PROBLEM TO SOLVE:
Write out the entries below once more, exactly.

▬▬▬▬▬▬

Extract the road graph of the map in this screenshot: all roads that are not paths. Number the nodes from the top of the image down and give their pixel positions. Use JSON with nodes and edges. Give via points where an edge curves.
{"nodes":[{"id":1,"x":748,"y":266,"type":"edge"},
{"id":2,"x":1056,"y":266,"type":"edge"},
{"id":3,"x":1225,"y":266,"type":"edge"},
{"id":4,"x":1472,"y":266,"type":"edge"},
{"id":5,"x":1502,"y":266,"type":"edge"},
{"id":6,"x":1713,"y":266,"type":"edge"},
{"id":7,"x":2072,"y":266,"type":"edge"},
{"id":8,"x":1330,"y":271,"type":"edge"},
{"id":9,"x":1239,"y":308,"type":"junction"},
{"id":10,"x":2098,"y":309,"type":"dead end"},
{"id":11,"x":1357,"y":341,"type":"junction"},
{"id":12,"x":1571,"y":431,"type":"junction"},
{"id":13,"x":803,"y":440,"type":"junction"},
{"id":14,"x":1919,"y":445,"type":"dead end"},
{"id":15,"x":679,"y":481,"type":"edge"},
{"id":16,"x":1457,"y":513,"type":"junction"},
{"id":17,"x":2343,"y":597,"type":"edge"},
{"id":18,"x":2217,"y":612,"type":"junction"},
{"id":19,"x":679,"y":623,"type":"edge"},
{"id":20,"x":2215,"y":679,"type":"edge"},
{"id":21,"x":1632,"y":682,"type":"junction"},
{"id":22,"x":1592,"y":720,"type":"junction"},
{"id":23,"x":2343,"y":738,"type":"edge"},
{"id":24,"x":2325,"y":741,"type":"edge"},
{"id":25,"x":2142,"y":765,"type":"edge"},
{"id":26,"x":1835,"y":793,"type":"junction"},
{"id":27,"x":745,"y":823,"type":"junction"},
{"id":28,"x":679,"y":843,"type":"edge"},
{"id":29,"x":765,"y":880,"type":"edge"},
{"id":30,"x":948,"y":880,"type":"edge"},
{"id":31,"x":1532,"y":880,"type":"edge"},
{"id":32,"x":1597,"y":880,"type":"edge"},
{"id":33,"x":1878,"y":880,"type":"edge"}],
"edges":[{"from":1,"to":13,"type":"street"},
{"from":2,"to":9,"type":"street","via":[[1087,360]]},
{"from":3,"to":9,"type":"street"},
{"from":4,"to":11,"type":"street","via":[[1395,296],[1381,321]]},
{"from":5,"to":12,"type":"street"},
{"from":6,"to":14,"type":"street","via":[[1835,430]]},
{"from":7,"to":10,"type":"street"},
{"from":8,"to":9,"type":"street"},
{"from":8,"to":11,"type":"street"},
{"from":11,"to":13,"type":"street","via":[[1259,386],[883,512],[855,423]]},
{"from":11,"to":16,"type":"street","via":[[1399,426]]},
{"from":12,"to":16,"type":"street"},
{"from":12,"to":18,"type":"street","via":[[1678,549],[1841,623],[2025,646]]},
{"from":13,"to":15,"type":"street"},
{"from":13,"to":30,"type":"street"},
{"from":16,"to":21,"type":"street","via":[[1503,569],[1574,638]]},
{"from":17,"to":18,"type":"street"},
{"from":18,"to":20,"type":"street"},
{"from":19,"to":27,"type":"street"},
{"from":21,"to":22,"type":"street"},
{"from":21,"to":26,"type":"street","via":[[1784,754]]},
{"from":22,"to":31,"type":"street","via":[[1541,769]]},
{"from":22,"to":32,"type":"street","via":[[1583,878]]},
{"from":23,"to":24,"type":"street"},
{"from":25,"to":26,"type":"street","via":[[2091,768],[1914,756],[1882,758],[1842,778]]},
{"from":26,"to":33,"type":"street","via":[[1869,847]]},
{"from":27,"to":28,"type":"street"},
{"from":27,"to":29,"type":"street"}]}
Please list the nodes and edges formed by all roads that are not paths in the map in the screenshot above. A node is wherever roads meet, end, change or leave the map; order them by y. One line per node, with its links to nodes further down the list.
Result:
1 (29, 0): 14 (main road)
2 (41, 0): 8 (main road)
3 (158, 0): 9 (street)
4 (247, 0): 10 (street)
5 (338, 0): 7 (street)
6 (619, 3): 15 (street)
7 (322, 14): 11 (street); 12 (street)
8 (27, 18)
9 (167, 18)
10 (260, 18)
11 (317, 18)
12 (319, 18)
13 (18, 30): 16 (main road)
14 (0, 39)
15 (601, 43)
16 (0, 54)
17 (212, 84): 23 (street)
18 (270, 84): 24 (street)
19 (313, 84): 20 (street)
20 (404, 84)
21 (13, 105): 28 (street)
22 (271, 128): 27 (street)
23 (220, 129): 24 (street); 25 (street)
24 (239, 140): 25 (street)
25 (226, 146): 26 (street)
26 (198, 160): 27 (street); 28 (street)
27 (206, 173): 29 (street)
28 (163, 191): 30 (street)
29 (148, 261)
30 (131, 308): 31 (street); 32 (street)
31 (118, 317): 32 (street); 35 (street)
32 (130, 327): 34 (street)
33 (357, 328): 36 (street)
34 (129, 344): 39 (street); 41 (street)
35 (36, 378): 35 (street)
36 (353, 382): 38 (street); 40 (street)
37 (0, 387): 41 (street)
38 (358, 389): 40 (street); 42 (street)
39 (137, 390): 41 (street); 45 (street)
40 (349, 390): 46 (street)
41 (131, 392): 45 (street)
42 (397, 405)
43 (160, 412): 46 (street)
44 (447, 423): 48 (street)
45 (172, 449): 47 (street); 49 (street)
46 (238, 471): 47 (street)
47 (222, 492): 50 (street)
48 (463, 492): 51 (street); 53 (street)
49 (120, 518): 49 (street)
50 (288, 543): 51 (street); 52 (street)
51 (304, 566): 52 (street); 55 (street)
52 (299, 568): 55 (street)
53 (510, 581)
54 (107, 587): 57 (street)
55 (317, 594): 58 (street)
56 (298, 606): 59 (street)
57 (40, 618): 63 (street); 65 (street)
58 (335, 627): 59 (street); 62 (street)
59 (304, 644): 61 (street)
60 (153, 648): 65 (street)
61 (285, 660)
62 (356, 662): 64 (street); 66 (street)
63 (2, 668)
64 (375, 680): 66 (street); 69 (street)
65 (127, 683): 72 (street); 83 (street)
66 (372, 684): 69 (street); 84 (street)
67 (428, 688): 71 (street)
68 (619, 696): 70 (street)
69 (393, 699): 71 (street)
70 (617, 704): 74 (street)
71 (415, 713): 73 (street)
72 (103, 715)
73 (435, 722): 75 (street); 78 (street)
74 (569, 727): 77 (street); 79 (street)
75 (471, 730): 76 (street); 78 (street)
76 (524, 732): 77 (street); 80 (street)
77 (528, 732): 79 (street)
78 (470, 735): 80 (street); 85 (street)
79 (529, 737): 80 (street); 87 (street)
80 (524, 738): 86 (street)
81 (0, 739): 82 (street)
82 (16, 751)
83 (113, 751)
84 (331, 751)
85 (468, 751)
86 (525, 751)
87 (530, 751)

▬▬▬▬▬▬

RESPONSE TO THIS EXERCISE:
Extract the road graph of the map in this screenshot: all roads that are not paths. Number the nodes from the top of the image down and give their pixel positions. Use JSON with nodes and edges. Give via points where an edge curves.
{"nodes":[{"id":1,"x":748,"y":266,"type":"edge"},
{"id":2,"x":1056,"y":266,"type":"edge"},
{"id":3,"x":1225,"y":266,"type":"edge"},
{"id":4,"x":1472,"y":266,"type":"edge"},
{"id":5,"x":1502,"y":266,"type":"edge"},
{"id":6,"x":1713,"y":266,"type":"edge"},
{"id":7,"x":2072,"y":266,"type":"edge"},
{"id":8,"x":1330,"y":271,"type":"edge"},
{"id":9,"x":1239,"y":308,"type":"junction"},
{"id":10,"x":2098,"y":309,"type":"dead end"},
{"id":11,"x":1357,"y":341,"type":"junction"},
{"id":12,"x":1571,"y":431,"type":"junction"},
{"id":13,"x":803,"y":440,"type":"junction"},
{"id":14,"x":1919,"y":445,"type":"dead end"},
{"id":15,"x":679,"y":481,"type":"edge"},
{"id":16,"x":1457,"y":513,"type":"junction"},
{"id":17,"x":2343,"y":597,"type":"edge"},
{"id":18,"x":2217,"y":612,"type":"junction"},
{"id":19,"x":679,"y":623,"type":"edge"},
{"id":20,"x":2215,"y":679,"type":"edge"},
{"id":21,"x":1632,"y":682,"type":"junction"},
{"id":22,"x":1592,"y":720,"type":"junction"},
{"id":23,"x":2343,"y":738,"type":"edge"},
{"id":24,"x":2325,"y":741,"type":"edge"},
{"id":25,"x":2142,"y":765,"type":"edge"},
{"id":26,"x":1835,"y":793,"type":"junction"},
{"id":27,"x":745,"y":823,"type":"junction"},
{"id":28,"x":679,"y":843,"type":"edge"},
{"id":29,"x":765,"y":880,"type":"edge"},
{"id":30,"x":948,"y":880,"type":"edge"},
{"id":31,"x":1532,"y":880,"type":"edge"},
{"id":32,"x":1597,"y":880,"type":"edge"},
{"id":33,"x":1878,"y":880,"type":"edge"}],
"edges":[{"from":1,"to":13,"type":"street"},
{"from":2,"to":9,"type":"street","via":[[1087,360]]},
{"from":3,"to":9,"type":"street"},
{"from":4,"to":11,"type":"street","via":[[1395,296],[1381,321]]},
{"from":5,"to":12,"type":"street"},
{"from":6,"to":14,"type":"street","via":[[1835,430]]},
{"from":7,"to":10,"type":"street"},
{"from":8,"to":9,"type":"street"},
{"from":8,"to":11,"type":"street"},
{"from":11,"to":13,"type":"street","via":[[1259,386],[883,512],[855,423]]},
{"from":11,"to":16,"type":"street","via":[[1399,426]]},
{"from":12,"to":16,"type":"street"},
{"from":12,"to":18,"type":"street","via":[[1678,549],[1841,623],[2025,646]]},
{"from":13,"to":15,"type":"street"},
{"from":13,"to":30,"type":"street"},
{"from":16,"to":21,"type":"street","via":[[1503,569],[1574,638]]},
{"from":17,"to":18,"type":"street"},
{"from":18,"to":20,"type":"street"},
{"from":19,"to":27,"type":"street"},
{"from":21,"to":22,"type":"street"},
{"from":21,"to":26,"type":"street","via":[[1784,754]]},
{"from":22,"to":31,"type":"street","via":[[1541,769]]},
{"from":22,"to":32,"type":"street","via":[[1583,878]]},
{"from":23,"to":24,"type":"street"},
{"from":25,"to":26,"type":"street","via":[[2091,768],[1914,756],[1882,758],[1842,778]]},
{"from":26,"to":33,"type":"street","via":[[1869,847]]},
{"from":27,"to":28,"type":"street"},
{"from":27,"to":29,"type":"street"}]}
Please list the nodes and edges formed by all roads that are not paths in the map in the screenshot above. A node is wherever roads meet, end, change or leave the map; order them by y. One line per node, with its links to nodes further down the list.
Result:
1 (29, 0): 14 (main road)
2 (41, 0): 8 (main road)
3 (158, 0): 9 (street)
4 (247, 0): 10 (street)
5 (338, 0): 7 (street)
6 (619, 3): 15 (street)
7 (322, 14): 11 (street); 12 (street)
8 (27, 18)
9 (167, 18)
10 (260, 18)
11 (317, 18)
12 (319, 18)
13 (18, 30): 16 (main road)
14 (0, 39)
15 (601, 43)
16 (0, 54)
17 (212, 84): 23 (street)
18 (270, 84): 24 (street)
19 (313, 84): 20 (street)
20 (404, 84)
21 (13, 105): 28 (street)
22 (271, 128): 27 (street)
23 (220, 129): 24 (street); 25 (street)
24 (239, 140): 25 (street)
25 (226, 146): 26 (street)
26 (198, 160): 27 (street); 28 (street)
27 (206, 173): 29 (street)
28 (163, 191): 30 (street)
29 (148, 261)
30 (131, 308): 31 (street); 32 (street)
31 (118, 317): 32 (street); 35 (street)
32 (130, 327): 34 (street)
33 (357, 328): 36 (street)
34 (129, 344): 39 (street); 41 (street)
35 (36, 378): 35 (street)
36 (353, 382): 38 (street); 40 (street)
37 (0, 387): 41 (street)
38 (358, 389): 40 (street); 42 (street)
39 (137, 390): 41 (street); 45 (street)
40 (349, 390): 46 (street)
41 (131, 392): 45 (street)
42 (397, 405)
43 (160, 412): 46 (street)
44 (447, 423): 48 (street)
45 (172, 449): 47 (street); 49 (street)
46 (238, 471): 47 (street)
47 (222, 492): 50 (street)
48 (463, 492): 51 (street); 53 (street)
49 (120, 518): 49 (street)
50 (288, 543): 51 (street); 52 (street)
51 (304, 566): 52 (street); 55 (street)
52 (299, 568): 55 (street)
53 (510, 581)
54 (107, 587): 57 (street)
55 (317, 594): 58 (street)
56 (298, 606): 59 (street)
57 (40, 618): 63 (street); 65 (street)
58 (335, 627): 59 (street); 62 (street)
59 (304, 644): 61 (street)
60 (153, 648): 65 (street)
61 (285, 660)
62 (356, 662): 64 (street); 66 (street)
63 (2, 668)
64 (375, 680): 66 (street); 69 (street)
65 (127, 683): 72 (street); 83 (street)
66 (372, 684): 69 (street); 84 (street)
67 (428, 688): 71 (street)
68 (619, 696): 70 (street)
69 (393, 699): 71 (street)
70 (617, 704): 74 (street)
71 (415, 713): 73 (street)
72 (103, 715)
73 (435, 722): 75 (street); 78 (street)
74 (569, 727): 77 (street); 79 (street)
75 (471, 730): 76 (street); 78 (street)
76 (524, 732): 77 (street); 80 (street)
77 (528, 732): 79 (street)
78 (470, 735): 80 (street); 85 (street)
79 (529, 737): 80 (street); 87 (street)
80 (524, 738): 86 (street)
81 (0, 739): 82 (street)
82 (16, 751)
83 (113, 751)
84 (331, 751)
85 (468, 751)
86 (525, 751)
87 (530, 751)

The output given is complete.